**Instructions to follow**
Please give back each line below unchanged; none of the pictures should appear.

**Extracted information**
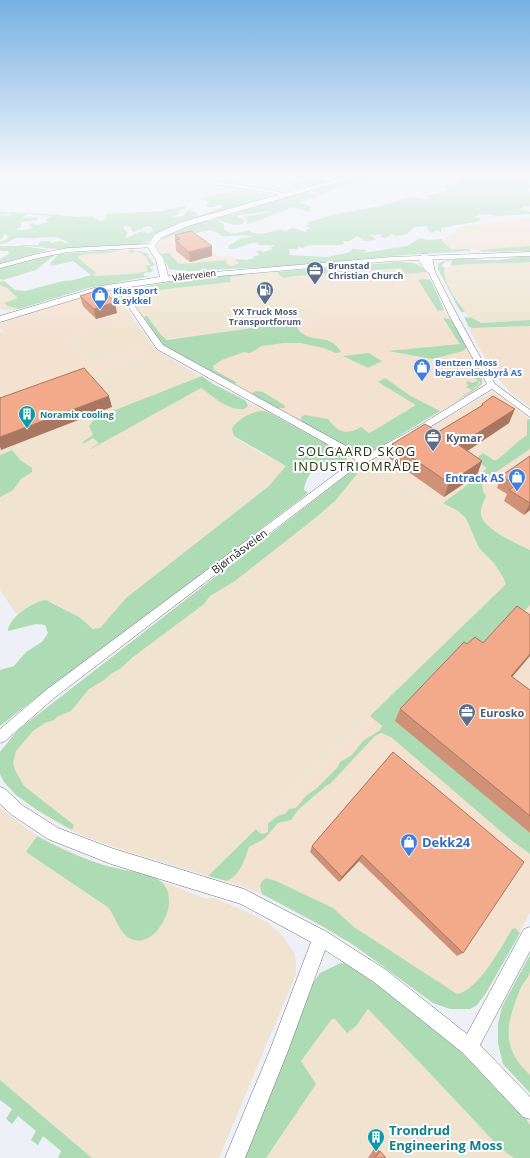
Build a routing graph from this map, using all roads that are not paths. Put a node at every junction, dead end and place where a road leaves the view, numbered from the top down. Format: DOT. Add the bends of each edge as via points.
graph roads {
  1 [pos="174,229"];
  2 [pos="151,246"];
  3 [pos="530,254"];
  4 [pos="425,257"];
  5 [pos="0,266"];
  6 [pos="165,279"];
  7 [pos="118,287"];
  8 [pos="0,319"];
  9 [pos="492,385"];
  10 [pos="530,414"];
  11 [pos="363,460"];
  12 [pos="0,736"];
  13 [pos="0,794"];
  14 [pos="530,935"];
  15 [pos="321,938"];
  16 [pos="469,1047"];
  17 [pos="530,1110"];
  18 [pos="235,1158"];
  1 -- 2 [label="street" via="158,236"];
  2 -- 5 [label="street" via="68,250"];
  2 -- 6 [label="street" via="160,260"];
  3 -- 4 [label="street, Vålerveien"];
  4 -- 6 [label="street, Vålerveien"];
  4 -- 9 [label="street" via="427,269 432,272"];
  6 -- 7 [label="street, Vålerveien"];
  7 -- 8 [label="street, Vålerveien" via="78,295"];
  7 -- 11 [label="street" via="160,347"];
  9 -- 10 [label="street"];
  9 -- 11 [label="street, Bjørnåsveien"];
  11 -- 12 [label="street, Bjørnåsveien" via="50,694"];
  13 -- 15 [label="street" via="17,810 53,834 112,856 244,897"];
  14 -- 16 [label="street"];
  15 -- 16 [label="street" via="380,976"];
  15 -- 18 [label="street" via="279,1051"];
  16 -- 17 [label="street"];
}
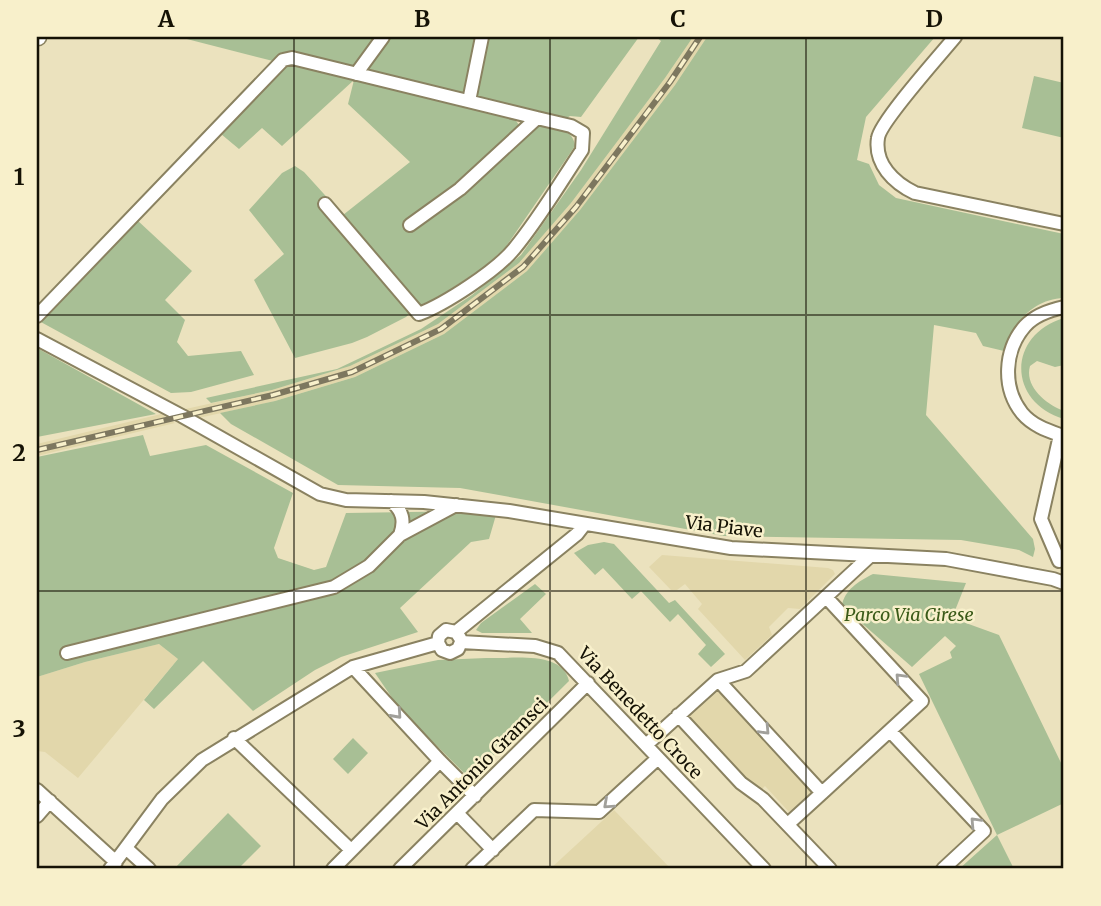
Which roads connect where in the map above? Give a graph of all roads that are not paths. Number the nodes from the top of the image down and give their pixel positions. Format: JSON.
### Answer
{"nodes":[{"id":1,"x":383,"y":37,"type":"edge"},
{"id":2,"x":482,"y":37,"type":"edge"},
{"id":3,"x":955,"y":37,"type":"edge"},
{"id":4,"x":356,"y":74,"type":"junction"},
{"id":5,"x":468,"y":101,"type":"junction"},
{"id":6,"x":537,"y":118,"type":"junction"},
{"id":7,"x":325,"y":204,"type":"dead end"},
{"id":8,"x":1064,"y":224,"type":"edge"},
{"id":9,"x":410,"y":225,"type":"dead end"},
{"id":10,"x":1064,"y":307,"type":"edge"},
{"id":11,"x":37,"y":316,"type":"edge"},
{"id":12,"x":37,"y":338,"type":"edge"},
{"id":13,"x":391,"y":502,"type":"junction"},
{"id":14,"x":424,"y":502,"type":"junction"},
{"id":15,"x":457,"y":505,"type":"junction"},
{"id":16,"x":584,"y":525,"type":"junction"},
{"id":17,"x":406,"y":528,"type":"junction"},
{"id":18,"x":870,"y":556,"type":"junction"},
{"id":19,"x":1062,"y":558,"type":"edge"},
{"id":20,"x":1059,"y":581,"type":"edge"},
{"id":21,"x":825,"y":597,"type":"junction"},
{"id":22,"x":458,"y":637,"type":"junction"},
{"id":23,"x":438,"y":643,"type":"junction"},
{"id":24,"x":67,"y":653,"type":"dead end"},
{"id":25,"x":353,"y":667,"type":"junction"},
{"id":26,"x":718,"y":680,"type":"junction"},
{"id":27,"x":588,"y":683,"type":"junction"},
{"id":28,"x":678,"y":715,"type":"junction"},
{"id":29,"x":890,"y":731,"type":"junction"},
{"id":30,"x":234,"y":738,"type":"junction"},
{"id":31,"x":646,"y":744,"type":"junction"},
{"id":32,"x":658,"y":758,"type":"junction"},
{"id":33,"x":440,"y":761,"type":"junction"},
{"id":34,"x":37,"y":790,"type":"edge"},
{"id":35,"x":822,"y":793,"type":"junction"},
{"id":36,"x":475,"y":796,"type":"junction"},
{"id":37,"x":50,"y":800,"type":"junction"},
{"id":38,"x":457,"y":813,"type":"junction"},
{"id":39,"x":37,"y":816,"type":"edge"},
{"id":40,"x":788,"y":824,"type":"junction"},
{"id":41,"x":127,"y":849,"type":"junction"},
{"id":42,"x":351,"y":850,"type":"junction"},
{"id":43,"x":493,"y":850,"type":"junction"},
{"id":44,"x":113,"y":866,"type":"edge"},
{"id":45,"x":149,"y":869,"type":"edge"},
{"id":46,"x":333,"y":869,"type":"edge"},
{"id":47,"x":400,"y":869,"type":"edge"},
{"id":48,"x":472,"y":869,"type":"edge"},
{"id":49,"x":764,"y":869,"type":"edge"},
{"id":50,"x":830,"y":869,"type":"edge"},
{"id":51,"x":943,"y":869,"type":"edge"}],
"edges":[{"from":1,"to":4,"type":"street"},
{"from":2,"to":5,"type":"street"},
{"from":3,"to":8,"type":"street"},
{"from":4,"to":5,"type":"street"},
{"from":4,"to":11,"type":"street"},
{"from":5,"to":6,"type":"street"},
{"from":6,"to":7,"type":"street"},
{"from":6,"to":9,"type":"street"},
{"from":10,"to":19,"type":"street","name":"Via Piave"},
{"from":12,"to":13,"type":"street","name":"Via Piave"},
{"from":13,"to":14,"type":"street","name":"Via Piave"},
{"from":13,"to":17,"type":"street"},
{"from":14,"to":15,"type":"street","name":"Via Piave"},
{"from":14,"to":17,"type":"street"},
{"from":15,"to":16,"type":"street","name":"Via Piave"},
{"from":15,"to":17,"type":"street"},
{"from":16,"to":18,"type":"street","name":"Via Piave"},
{"from":16,"to":22,"type":"street"},
{"from":17,"to":24,"type":"street"},
{"from":18,"to":20,"type":"street","name":"Via Piave"},
{"from":18,"to":21,"type":"street"},
{"from":19,"to":20,"type":"street","name":"Via Piave"},
{"from":21,"to":26,"type":"street"},
{"from":29,"to":21,"type":"street","one_way":true},
{"from":22,"to":23,"type":"street"},
{"from":22,"to":23,"type":"street"},
{"from":22,"to":27,"type":"street","name":"Via Benedetto Croce"},
{"from":23,"to":25,"type":"street"},
{"from":25,"to":30,"type":"street"},
{"from":25,"to":33,"type":"street","one_way":true},
{"from":26,"to":28,"type":"street"},
{"from":26,"to":35,"type":"street","one_way":true},
{"from":27,"to":31,"type":"street","name":"Via Benedetto Croce"},
{"from":27,"to":36,"type":"street","name":"Via Antonio Gramsci"},
{"from":28,"to":31,"type":"street"},
{"from":28,"to":40,"type":"street"},
{"from":29,"to":35,"type":"street"},
{"from":51,"to":29,"type":"street","one_way":true},
{"from":30,"to":41,"type":"street"},
{"from":30,"to":42,"type":"street"},
{"from":31,"to":32,"type":"street","name":"Via Benedetto Croce"},
{"from":32,"to":43,"type":"street","one_way":true},
{"from":32,"to":49,"type":"street","name":"Via Benedetto Croce"},
{"from":33,"to":36,"type":"street"},
{"from":33,"to":42,"type":"street"},
{"from":34,"to":37,"type":"street"},
{"from":35,"to":40,"type":"street"},
{"from":36,"to":38,"type":"street","name":"Via Antonio Gramsci"},
{"from":37,"to":39,"type":"street"},
{"from":37,"to":44,"type":"street"},
{"from":38,"to":43,"type":"street"},
{"from":38,"to":47,"type":"street","name":"Via Antonio Gramsci"},
{"from":40,"to":50,"type":"street"},
{"from":41,"to":44,"type":"street"},
{"from":41,"to":45,"type":"street"},
{"from":42,"to":46,"type":"street"},
{"from":43,"to":48,"type":"street"}]}
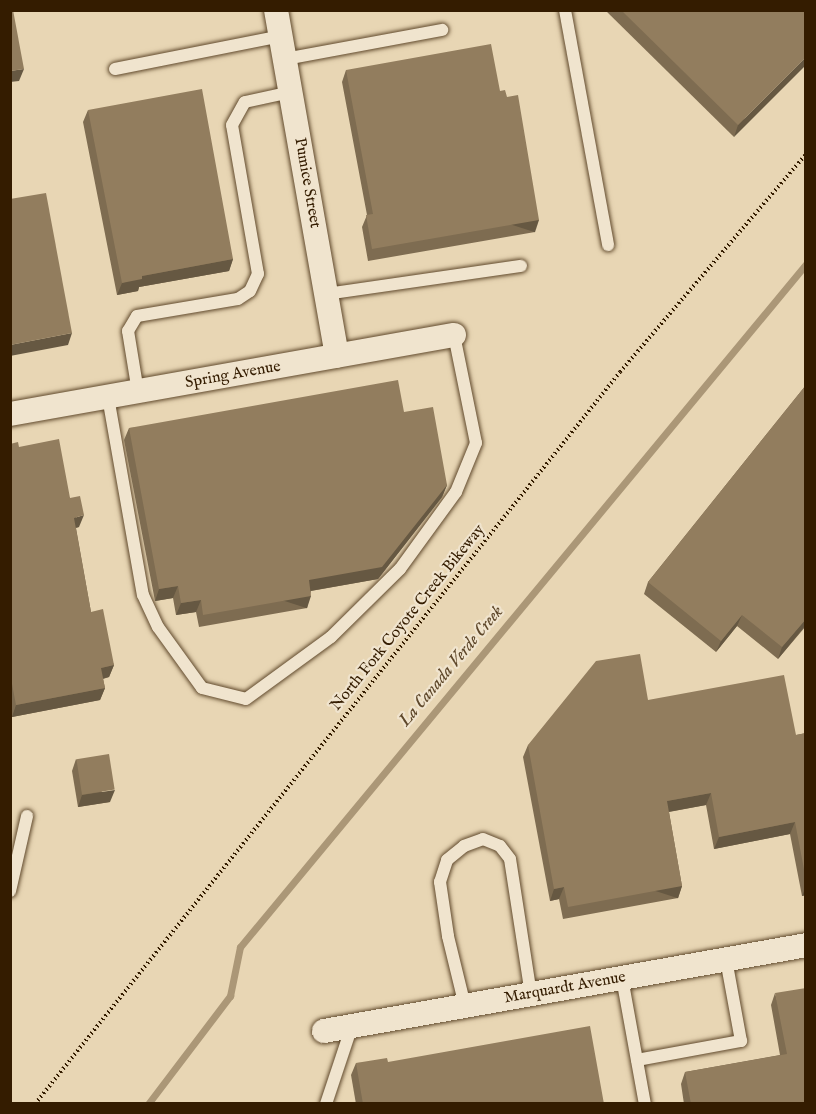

**Exercise output**
Build a routing graph from this map, using all roads that are not paths. Put a node at every junction, dead end and place where a road leaves the view, numbered from the top down. Format: DOT. Add the bends of each edge as via points.
graph roads {
  1 [pos="174,229"];
  2 [pos="151,246"];
  3 [pos="530,254"];
  4 [pos="425,257"];
  5 [pos="0,266"];
  6 [pos="165,279"];
  7 [pos="118,287"];
  8 [pos="0,319"];
  9 [pos="492,385"];
  10 [pos="530,414"];
  11 [pos="363,460"];
  12 [pos="0,736"];
  13 [pos="0,794"];
  14 [pos="530,935"];
  15 [pos="321,938"];
  16 [pos="469,1047"];
  17 [pos="530,1110"];
  18 [pos="235,1158"];
  1 -- 2 [label="street" via="158,236"];
  2 -- 5 [label="street" via="68,250"];
  2 -- 6 [label="street" via="160,260"];
  3 -- 4 [label="street, Vålerveien"];
  4 -- 6 [label="street, Vålerveien"];
  4 -- 9 [label="street" via="427,269 432,272"];
  6 -- 7 [label="street, Vålerveien"];
  7 -- 8 [label="street, Vålerveien" via="78,295"];
  7 -- 11 [label="street" via="160,347"];
  9 -- 10 [label="street"];
  9 -- 11 [label="street, Bjørnåsveien"];
  11 -- 12 [label="street, Bjørnåsveien" via="50,694"];
  13 -- 15 [label="street" via="17,810 53,834 112,856 244,897"];
  14 -- 16 [label="street"];
  15 -- 16 [label="street" via="380,976"];
  15 -- 18 [label="street" via="279,1051"];
  16 -- 17 [label="street"];
}
Which roads connect where in the map above? Give a graph of all roads that are not paths. Number the nodes from the top of the image down and give their pixel positions. Format: JSON.
### Answer
{"nodes":[{"id":1,"x":383,"y":37,"type":"edge"},
{"id":2,"x":482,"y":37,"type":"edge"},
{"id":3,"x":955,"y":37,"type":"edge"},
{"id":4,"x":356,"y":74,"type":"junction"},
{"id":5,"x":468,"y":101,"type":"junction"},
{"id":6,"x":537,"y":118,"type":"junction"},
{"id":7,"x":325,"y":204,"type":"dead end"},
{"id":8,"x":1064,"y":224,"type":"edge"},
{"id":9,"x":410,"y":225,"type":"dead end"},
{"id":10,"x":1064,"y":307,"type":"edge"},
{"id":11,"x":37,"y":316,"type":"edge"},
{"id":12,"x":37,"y":338,"type":"edge"},
{"id":13,"x":391,"y":502,"type":"junction"},
{"id":14,"x":424,"y":502,"type":"junction"},
{"id":15,"x":457,"y":505,"type":"junction"},
{"id":16,"x":584,"y":525,"type":"junction"},
{"id":17,"x":406,"y":528,"type":"junction"},
{"id":18,"x":870,"y":556,"type":"junction"},
{"id":19,"x":1062,"y":558,"type":"edge"},
{"id":20,"x":1059,"y":581,"type":"edge"},
{"id":21,"x":825,"y":597,"type":"junction"},
{"id":22,"x":458,"y":637,"type":"junction"},
{"id":23,"x":438,"y":643,"type":"junction"},
{"id":24,"x":67,"y":653,"type":"dead end"},
{"id":25,"x":353,"y":667,"type":"junction"},
{"id":26,"x":718,"y":680,"type":"junction"},
{"id":27,"x":588,"y":683,"type":"junction"},
{"id":28,"x":678,"y":715,"type":"junction"},
{"id":29,"x":890,"y":731,"type":"junction"},
{"id":30,"x":234,"y":738,"type":"junction"},
{"id":31,"x":646,"y":744,"type":"junction"},
{"id":32,"x":658,"y":758,"type":"junction"},
{"id":33,"x":440,"y":761,"type":"junction"},
{"id":34,"x":37,"y":790,"type":"edge"},
{"id":35,"x":822,"y":793,"type":"junction"},
{"id":36,"x":475,"y":796,"type":"junction"},
{"id":37,"x":50,"y":800,"type":"junction"},
{"id":38,"x":457,"y":813,"type":"junction"},
{"id":39,"x":37,"y":816,"type":"edge"},
{"id":40,"x":788,"y":824,"type":"junction"},
{"id":41,"x":127,"y":849,"type":"junction"},
{"id":42,"x":351,"y":850,"type":"junction"},
{"id":43,"x":493,"y":850,"type":"junction"},
{"id":44,"x":113,"y":866,"type":"edge"},
{"id":45,"x":149,"y":869,"type":"edge"},
{"id":46,"x":333,"y":869,"type":"edge"},
{"id":47,"x":400,"y":869,"type":"edge"},
{"id":48,"x":472,"y":869,"type":"edge"},
{"id":49,"x":764,"y":869,"type":"edge"},
{"id":50,"x":830,"y":869,"type":"edge"},
{"id":51,"x":943,"y":869,"type":"edge"}],
"edges":[{"from":1,"to":4,"type":"street"},
{"from":2,"to":5,"type":"street"},
{"from":3,"to":8,"type":"street"},
{"from":4,"to":5,"type":"street"},
{"from":4,"to":11,"type":"street"},
{"from":5,"to":6,"type":"street"},
{"from":6,"to":7,"type":"street"},
{"from":6,"to":9,"type":"street"},
{"from":10,"to":19,"type":"street","name":"Via Piave"},
{"from":12,"to":13,"type":"street","name":"Via Piave"},
{"from":13,"to":14,"type":"street","name":"Via Piave"},
{"from":13,"to":17,"type":"street"},
{"from":14,"to":15,"type":"street","name":"Via Piave"},
{"from":14,"to":17,"type":"street"},
{"from":15,"to":16,"type":"street","name":"Via Piave"},
{"from":15,"to":17,"type":"street"},
{"from":16,"to":18,"type":"street","name":"Via Piave"},
{"from":16,"to":22,"type":"street"},
{"from":17,"to":24,"type":"street"},
{"from":18,"to":20,"type":"street","name":"Via Piave"},
{"from":18,"to":21,"type":"street"},
{"from":19,"to":20,"type":"street","name":"Via Piave"},
{"from":21,"to":26,"type":"street"},
{"from":29,"to":21,"type":"street","one_way":true},
{"from":22,"to":23,"type":"street"},
{"from":22,"to":23,"type":"street"},
{"from":22,"to":27,"type":"street","name":"Via Benedetto Croce"},
{"from":23,"to":25,"type":"street"},
{"from":25,"to":30,"type":"street"},
{"from":25,"to":33,"type":"street","one_way":true},
{"from":26,"to":28,"type":"street"},
{"from":26,"to":35,"type":"street","one_way":true},
{"from":27,"to":31,"type":"street","name":"Via Benedetto Croce"},
{"from":27,"to":36,"type":"street","name":"Via Antonio Gramsci"},
{"from":28,"to":31,"type":"street"},
{"from":28,"to":40,"type":"street"},
{"from":29,"to":35,"type":"street"},
{"from":51,"to":29,"type":"street","one_way":true},
{"from":30,"to":41,"type":"street"},
{"from":30,"to":42,"type":"street"},
{"from":31,"to":32,"type":"street","name":"Via Benedetto Croce"},
{"from":32,"to":43,"type":"street","one_way":true},
{"from":32,"to":49,"type":"street","name":"Via Benedetto Croce"},
{"from":33,"to":36,"type":"street"},
{"from":33,"to":42,"type":"street"},
{"from":34,"to":37,"type":"street"},
{"from":35,"to":40,"type":"street"},
{"from":36,"to":38,"type":"street","name":"Via Antonio Gramsci"},
{"from":37,"to":39,"type":"street"},
{"from":37,"to":44,"type":"street"},
{"from":38,"to":43,"type":"street"},
{"from":38,"to":47,"type":"street","name":"Via Antonio Gramsci"},
{"from":40,"to":50,"type":"street"},
{"from":41,"to":44,"type":"street"},
{"from":41,"to":45,"type":"street"},
{"from":42,"to":46,"type":"street"},
{"from":43,"to":48,"type":"street"}]}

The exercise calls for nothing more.